→ **Task instructions**
Give every line of the listing word for word, beginning at the first and including the line with "Which roads connect where in this" as the last.

/---

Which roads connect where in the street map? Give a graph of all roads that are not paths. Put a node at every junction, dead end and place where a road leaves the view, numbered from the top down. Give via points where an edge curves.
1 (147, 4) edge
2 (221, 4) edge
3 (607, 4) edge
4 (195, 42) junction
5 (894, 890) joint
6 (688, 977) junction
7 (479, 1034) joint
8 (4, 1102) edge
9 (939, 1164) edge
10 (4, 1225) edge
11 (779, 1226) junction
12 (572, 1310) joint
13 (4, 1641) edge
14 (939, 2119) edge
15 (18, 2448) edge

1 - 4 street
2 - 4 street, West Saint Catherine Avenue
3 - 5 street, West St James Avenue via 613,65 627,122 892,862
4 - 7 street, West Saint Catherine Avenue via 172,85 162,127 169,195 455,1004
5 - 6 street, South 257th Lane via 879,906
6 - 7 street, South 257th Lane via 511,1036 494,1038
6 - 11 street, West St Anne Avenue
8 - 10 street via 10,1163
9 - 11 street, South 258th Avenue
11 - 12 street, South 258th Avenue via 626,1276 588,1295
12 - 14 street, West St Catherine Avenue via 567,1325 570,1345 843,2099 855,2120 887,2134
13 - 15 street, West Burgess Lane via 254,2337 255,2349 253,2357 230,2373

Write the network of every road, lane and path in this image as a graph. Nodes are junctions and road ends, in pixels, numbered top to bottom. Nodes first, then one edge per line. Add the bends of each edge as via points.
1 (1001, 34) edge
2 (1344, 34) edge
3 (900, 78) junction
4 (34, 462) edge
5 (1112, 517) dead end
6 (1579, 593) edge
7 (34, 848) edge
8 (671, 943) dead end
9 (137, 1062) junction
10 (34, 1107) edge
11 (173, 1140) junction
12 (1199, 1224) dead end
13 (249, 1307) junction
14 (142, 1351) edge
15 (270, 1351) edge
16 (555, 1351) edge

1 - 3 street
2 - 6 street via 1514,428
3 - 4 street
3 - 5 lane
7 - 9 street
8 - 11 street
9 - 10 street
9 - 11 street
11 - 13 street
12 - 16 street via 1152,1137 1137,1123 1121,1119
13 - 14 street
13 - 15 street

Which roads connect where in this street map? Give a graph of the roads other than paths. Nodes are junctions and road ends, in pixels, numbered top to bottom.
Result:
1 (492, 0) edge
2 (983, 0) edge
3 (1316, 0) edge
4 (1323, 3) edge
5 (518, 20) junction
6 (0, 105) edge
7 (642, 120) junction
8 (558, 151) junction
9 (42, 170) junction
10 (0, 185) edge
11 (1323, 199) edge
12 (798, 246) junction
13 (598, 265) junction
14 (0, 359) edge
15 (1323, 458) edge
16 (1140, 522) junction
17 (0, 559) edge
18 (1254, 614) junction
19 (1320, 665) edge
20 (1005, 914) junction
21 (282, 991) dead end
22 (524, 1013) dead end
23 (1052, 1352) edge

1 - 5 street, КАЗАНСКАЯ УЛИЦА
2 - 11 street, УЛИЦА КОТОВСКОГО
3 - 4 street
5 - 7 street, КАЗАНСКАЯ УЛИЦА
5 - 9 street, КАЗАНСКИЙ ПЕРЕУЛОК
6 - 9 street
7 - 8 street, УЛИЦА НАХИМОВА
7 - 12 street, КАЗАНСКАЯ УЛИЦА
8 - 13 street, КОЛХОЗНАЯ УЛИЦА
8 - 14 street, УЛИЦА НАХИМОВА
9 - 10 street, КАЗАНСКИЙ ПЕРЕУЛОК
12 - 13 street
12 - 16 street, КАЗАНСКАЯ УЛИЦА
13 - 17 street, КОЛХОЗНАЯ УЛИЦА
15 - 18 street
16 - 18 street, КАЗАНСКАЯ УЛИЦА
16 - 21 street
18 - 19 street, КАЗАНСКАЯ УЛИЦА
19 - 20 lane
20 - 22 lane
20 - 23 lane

\---

→ **Solution to this problem**
Which roads connect where in the street map? Give a graph of all roads that are not paths. Put a node at every junction, dead end and place where a road leaves the view, numbered from the top down. Give via points where an edge curves.
1 (147, 4) edge
2 (221, 4) edge
3 (607, 4) edge
4 (195, 42) junction
5 (894, 890) joint
6 (688, 977) junction
7 (479, 1034) joint
8 (4, 1102) edge
9 (939, 1164) edge
10 (4, 1225) edge
11 (779, 1226) junction
12 (572, 1310) joint
13 (4, 1641) edge
14 (939, 2119) edge
15 (18, 2448) edge

1 - 4 street
2 - 4 street, West Saint Catherine Avenue
3 - 5 street, West St James Avenue via 613,65 627,122 892,862
4 - 7 street, West Saint Catherine Avenue via 172,85 162,127 169,195 455,1004
5 - 6 street, South 257th Lane via 879,906
6 - 7 street, South 257th Lane via 511,1036 494,1038
6 - 11 street, West St Anne Avenue
8 - 10 street via 10,1163
9 - 11 street, South 258th Avenue
11 - 12 street, South 258th Avenue via 626,1276 588,1295
12 - 14 street, West St Catherine Avenue via 567,1325 570,1345 843,2099 855,2120 887,2134
13 - 15 street, West Burgess Lane via 254,2337 255,2349 253,2357 230,2373

Write the network of every road, lane and path in this image as a graph. Nodes are junctions and road ends, in pixels, numbered top to bottom. Nodes first, then one edge per line. Add the bends of each edge as via points.
1 (1001, 34) edge
2 (1344, 34) edge
3 (900, 78) junction
4 (34, 462) edge
5 (1112, 517) dead end
6 (1579, 593) edge
7 (34, 848) edge
8 (671, 943) dead end
9 (137, 1062) junction
10 (34, 1107) edge
11 (173, 1140) junction
12 (1199, 1224) dead end
13 (249, 1307) junction
14 (142, 1351) edge
15 (270, 1351) edge
16 (555, 1351) edge

1 - 3 street
2 - 6 street via 1514,428
3 - 4 street
3 - 5 lane
7 - 9 street
8 - 11 street
9 - 10 street
9 - 11 street
11 - 13 street
12 - 16 street via 1152,1137 1137,1123 1121,1119
13 - 14 street
13 - 15 street

Which roads connect where in this street map? Give a graph of the roads other than paths. Nodes are junctions and road ends, in pixels, numbered top to bottom.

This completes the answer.